Immediately After Surgery
- There will be incisions across your mid to low stomach area. The incisions will be closed with dissolvable sutures and surgical glue.
- You may have some bruising and swelling on your stomach, flanks, penis and scrotum. This may be quite dramatic and dark purple. This will go away over several weeks.
- Wear loose waist sweatpants or athletic pants after surgery.
- You will have a Foley catheter after surgery. The catheter remains in place for approximately 7 to 14 days to allow for healing. You will have an appointment at the office for catheter removal. Please watch the video above to learn more about catheter care.
- Pads can be purchased at any drugstore, big box store, or Amazon. To learn more about various pad types, please watch the informational video above.
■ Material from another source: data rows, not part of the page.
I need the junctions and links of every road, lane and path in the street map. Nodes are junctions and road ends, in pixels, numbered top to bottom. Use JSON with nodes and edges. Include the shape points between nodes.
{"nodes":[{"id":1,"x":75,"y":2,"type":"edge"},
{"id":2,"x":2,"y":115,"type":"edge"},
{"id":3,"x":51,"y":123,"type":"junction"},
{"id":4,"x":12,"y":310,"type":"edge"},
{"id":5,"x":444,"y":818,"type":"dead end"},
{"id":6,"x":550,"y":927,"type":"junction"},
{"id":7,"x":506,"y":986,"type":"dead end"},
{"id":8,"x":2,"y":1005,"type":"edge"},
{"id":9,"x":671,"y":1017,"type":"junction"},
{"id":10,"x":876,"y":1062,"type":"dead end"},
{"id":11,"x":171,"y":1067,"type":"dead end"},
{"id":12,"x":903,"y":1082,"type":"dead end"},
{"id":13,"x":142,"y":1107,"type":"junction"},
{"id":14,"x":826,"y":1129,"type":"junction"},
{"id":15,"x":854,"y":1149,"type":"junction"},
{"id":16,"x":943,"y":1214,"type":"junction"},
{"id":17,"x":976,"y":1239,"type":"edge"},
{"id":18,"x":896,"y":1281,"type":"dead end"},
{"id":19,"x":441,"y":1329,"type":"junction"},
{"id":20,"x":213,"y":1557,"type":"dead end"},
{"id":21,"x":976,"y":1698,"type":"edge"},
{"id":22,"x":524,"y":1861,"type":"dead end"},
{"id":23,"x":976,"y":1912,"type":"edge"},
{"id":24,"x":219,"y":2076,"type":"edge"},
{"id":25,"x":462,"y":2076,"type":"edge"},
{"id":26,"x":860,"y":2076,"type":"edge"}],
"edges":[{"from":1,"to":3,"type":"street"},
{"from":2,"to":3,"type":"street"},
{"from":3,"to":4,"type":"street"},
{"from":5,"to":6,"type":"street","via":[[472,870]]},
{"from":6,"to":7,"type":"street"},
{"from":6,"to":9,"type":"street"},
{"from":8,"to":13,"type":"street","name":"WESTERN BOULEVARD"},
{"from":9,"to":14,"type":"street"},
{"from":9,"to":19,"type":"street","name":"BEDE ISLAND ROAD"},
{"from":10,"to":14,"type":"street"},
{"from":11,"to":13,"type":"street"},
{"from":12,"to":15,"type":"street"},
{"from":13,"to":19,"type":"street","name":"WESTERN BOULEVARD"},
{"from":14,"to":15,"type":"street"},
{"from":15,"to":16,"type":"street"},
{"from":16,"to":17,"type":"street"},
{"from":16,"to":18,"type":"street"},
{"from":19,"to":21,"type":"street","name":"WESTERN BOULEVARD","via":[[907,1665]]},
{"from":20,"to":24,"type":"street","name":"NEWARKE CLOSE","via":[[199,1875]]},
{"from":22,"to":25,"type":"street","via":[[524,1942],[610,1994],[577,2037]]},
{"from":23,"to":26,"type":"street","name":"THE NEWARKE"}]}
- You will have an appointment at the office for catheter removal. At this appointment, the surgeon will review the final pathology results in more detail. Family is encouraged to accompany you.
- You should be walking 5 to 10 minutes at least 4 times daily. Increase your activity as you can tolerate it. Climbing stairs at home is ok. Restrictions include:
- No lifting more than 10 lbs
- No pushing
- No pulling
- No straining
- No strenuous exercise, including weight lifting, bicycling, swimming or running
- No lawn mowing or snow shoveling
- No vacuuming
- No sitting on a saddle such as a motorcycle or bicycle for 12 weeks
- No driving for 7 to 10 days. In general, we recommend against driving while the catheter is in and while taking pain medications.
- Most men will have difficulty achieving erections after surgery. This will depend on your current erectile function, ability to preserve the nerves and your overall health. Erections will be discussed at your 6 or 12 week post-op visit.
- You will have several appointments for follow up within the first 3 months after surgery. You will see the doctor 7 to 14 days after surgery to remove the catheter and review the pathology report. You may be scheduled to see either the doctor or nurse practitioner 6-12 weeks after surgery for a PSA.